▸ **Exercise details**
Could the data below be copied out in full, word for word?

▸ **Provided records**
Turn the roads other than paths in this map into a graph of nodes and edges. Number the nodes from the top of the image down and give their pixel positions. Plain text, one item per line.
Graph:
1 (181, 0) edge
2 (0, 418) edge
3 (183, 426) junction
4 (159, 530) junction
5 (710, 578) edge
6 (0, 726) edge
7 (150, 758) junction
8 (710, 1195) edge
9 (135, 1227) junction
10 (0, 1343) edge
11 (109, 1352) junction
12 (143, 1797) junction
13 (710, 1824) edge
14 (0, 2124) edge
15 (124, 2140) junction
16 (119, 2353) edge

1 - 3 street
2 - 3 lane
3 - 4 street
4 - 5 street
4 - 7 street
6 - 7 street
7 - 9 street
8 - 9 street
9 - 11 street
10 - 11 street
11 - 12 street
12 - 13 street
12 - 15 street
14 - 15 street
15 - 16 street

▸ **Answer for the task**
Turn the roads other than paths in this map into a graph of nodes and edges. Number the nodes from the top of the image down and give their pixel positions. Plain text, one item per line.
Graph:
1 (181, 0) edge
2 (0, 418) edge
3 (183, 426) junction
4 (159, 530) junction
5 (710, 578) edge
6 (0, 726) edge
7 (150, 758) junction
8 (710, 1195) edge
9 (135, 1227) junction
10 (0, 1343) edge
11 (109, 1352) junction
12 (143, 1797) junction
13 (710, 1824) edge
14 (0, 2124) edge
15 (124, 2140) junction
16 (119, 2353) edge

1 - 3 street
2 - 3 lane
3 - 4 street
4 - 5 street
4 - 7 street
6 - 7 street
7 - 9 street
8 - 9 street
9 - 11 street
10 - 11 street
11 - 12 street
12 - 13 street
12 - 15 street
14 - 15 street
15 - 16 street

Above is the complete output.